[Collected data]
------------------------------

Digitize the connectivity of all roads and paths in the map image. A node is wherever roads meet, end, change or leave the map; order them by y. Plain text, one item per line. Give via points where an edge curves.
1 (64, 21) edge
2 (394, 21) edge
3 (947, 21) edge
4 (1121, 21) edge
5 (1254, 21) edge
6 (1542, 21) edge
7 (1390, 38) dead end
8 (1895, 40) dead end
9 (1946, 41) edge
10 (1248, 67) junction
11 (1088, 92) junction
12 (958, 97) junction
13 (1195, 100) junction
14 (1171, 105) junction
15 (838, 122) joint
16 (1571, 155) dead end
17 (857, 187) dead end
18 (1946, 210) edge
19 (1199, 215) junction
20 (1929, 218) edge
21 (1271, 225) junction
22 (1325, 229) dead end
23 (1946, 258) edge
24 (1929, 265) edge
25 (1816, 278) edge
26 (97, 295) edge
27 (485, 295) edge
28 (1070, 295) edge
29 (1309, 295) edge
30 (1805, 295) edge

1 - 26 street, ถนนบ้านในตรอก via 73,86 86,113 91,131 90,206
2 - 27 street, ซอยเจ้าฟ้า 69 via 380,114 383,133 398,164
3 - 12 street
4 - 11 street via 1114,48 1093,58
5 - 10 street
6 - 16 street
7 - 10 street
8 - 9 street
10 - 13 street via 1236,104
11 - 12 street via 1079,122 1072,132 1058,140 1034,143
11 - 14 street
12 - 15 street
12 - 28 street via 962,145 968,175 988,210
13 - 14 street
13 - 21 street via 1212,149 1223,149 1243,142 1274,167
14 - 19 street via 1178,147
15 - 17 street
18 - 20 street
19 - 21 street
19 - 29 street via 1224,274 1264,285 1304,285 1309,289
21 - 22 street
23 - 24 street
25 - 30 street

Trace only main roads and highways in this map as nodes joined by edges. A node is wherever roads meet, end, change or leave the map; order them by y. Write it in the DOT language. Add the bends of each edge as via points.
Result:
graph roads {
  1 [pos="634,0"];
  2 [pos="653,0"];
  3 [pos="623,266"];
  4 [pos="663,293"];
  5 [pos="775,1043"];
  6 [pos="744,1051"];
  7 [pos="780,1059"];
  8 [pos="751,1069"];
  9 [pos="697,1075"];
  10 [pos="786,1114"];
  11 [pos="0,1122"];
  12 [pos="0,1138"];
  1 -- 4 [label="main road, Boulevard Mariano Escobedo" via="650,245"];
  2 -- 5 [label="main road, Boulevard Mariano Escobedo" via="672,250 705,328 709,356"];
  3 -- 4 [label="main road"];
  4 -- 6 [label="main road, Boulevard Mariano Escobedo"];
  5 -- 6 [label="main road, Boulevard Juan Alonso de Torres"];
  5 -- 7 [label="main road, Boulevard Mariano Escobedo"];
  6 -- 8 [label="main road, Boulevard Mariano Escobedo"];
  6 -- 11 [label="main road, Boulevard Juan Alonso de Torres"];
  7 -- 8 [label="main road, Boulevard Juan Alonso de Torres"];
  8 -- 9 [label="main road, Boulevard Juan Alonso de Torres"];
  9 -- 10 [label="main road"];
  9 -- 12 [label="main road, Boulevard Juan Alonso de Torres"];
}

------------------------------

[ABOUT THIS EXERCISE]: For each line in the data, set it down again exactly.

[TASK ANSWER]:
Digitize the connectivity of all roads and paths in the map image. A node is wherever roads meet, end, change or leave the map; order them by y. Plain text, one item per line. Give via points where an edge curves.
1 (64, 21) edge
2 (394, 21) edge
3 (947, 21) edge
4 (1121, 21) edge
5 (1254, 21) edge
6 (1542, 21) edge
7 (1390, 38) dead end
8 (1895, 40) dead end
9 (1946, 41) edge
10 (1248, 67) junction
11 (1088, 92) junction
12 (958, 97) junction
13 (1195, 100) junction
14 (1171, 105) junction
15 (838, 122) joint
16 (1571, 155) dead end
17 (857, 187) dead end
18 (1946, 210) edge
19 (1199, 215) junction
20 (1929, 218) edge
21 (1271, 225) junction
22 (1325, 229) dead end
23 (1946, 258) edge
24 (1929, 265) edge
25 (1816, 278) edge
26 (97, 295) edge
27 (485, 295) edge
28 (1070, 295) edge
29 (1309, 295) edge
30 (1805, 295) edge

1 - 26 street, ถนนบ้านในตรอก via 73,86 86,113 91,131 90,206
2 - 27 street, ซอยเจ้าฟ้า 69 via 380,114 383,133 398,164
3 - 12 street
4 - 11 street via 1114,48 1093,58
5 - 10 street
6 - 16 street
7 - 10 street
8 - 9 street
10 - 13 street via 1236,104
11 - 12 street via 1079,122 1072,132 1058,140 1034,143
11 - 14 street
12 - 15 street
12 - 28 street via 962,145 968,175 988,210
13 - 14 street
13 - 21 street via 1212,149 1223,149 1243,142 1274,167
14 - 19 street via 1178,147
15 - 17 street
18 - 20 street
19 - 21 street
19 - 29 street via 1224,274 1264,285 1304,285 1309,289
21 - 22 street
23 - 24 street
25 - 30 street

Trace only main roads and highways in this map as nodes joined by edges. A node is wherever roads meet, end, change or leave the map; order them by y. Write it in the DOT language. Add the bends of each edge as via points.
Result:
graph roads {
  1 [pos="634,0"];
  2 [pos="653,0"];
  3 [pos="623,266"];
  4 [pos="663,293"];
  5 [pos="775,1043"];
  6 [pos="744,1051"];
  7 [pos="780,1059"];
  8 [pos="751,1069"];
  9 [pos="697,1075"];
  10 [pos="786,1114"];
  11 [pos="0,1122"];
  12 [pos="0,1138"];
  1 -- 4 [label="main road, Boulevard Mariano Escobedo" via="650,245"];
  2 -- 5 [label="main road, Boulevard Mariano Escobedo" via="672,250 705,328 709,356"];
  3 -- 4 [label="main road"];
  4 -- 6 [label="main road, Boulevard Mariano Escobedo"];
  5 -- 6 [label="main road, Boulevard Juan Alonso de Torres"];
  5 -- 7 [label="main road, Boulevard Mariano Escobedo"];
  6 -- 8 [label="main road, Boulevard Mariano Escobedo"];
  6 -- 11 [label="main road, Boulevard Juan Alonso de Torres"];
  7 -- 8 [label="main road, Boulevard Juan Alonso de Torres"];
  8 -- 9 [label="main road, Boulevard Juan Alonso de Torres"];
  9 -- 10 [label="main road"];
  9 -- 12 [label="main road, Boulevard Juan Alonso de Torres"];
}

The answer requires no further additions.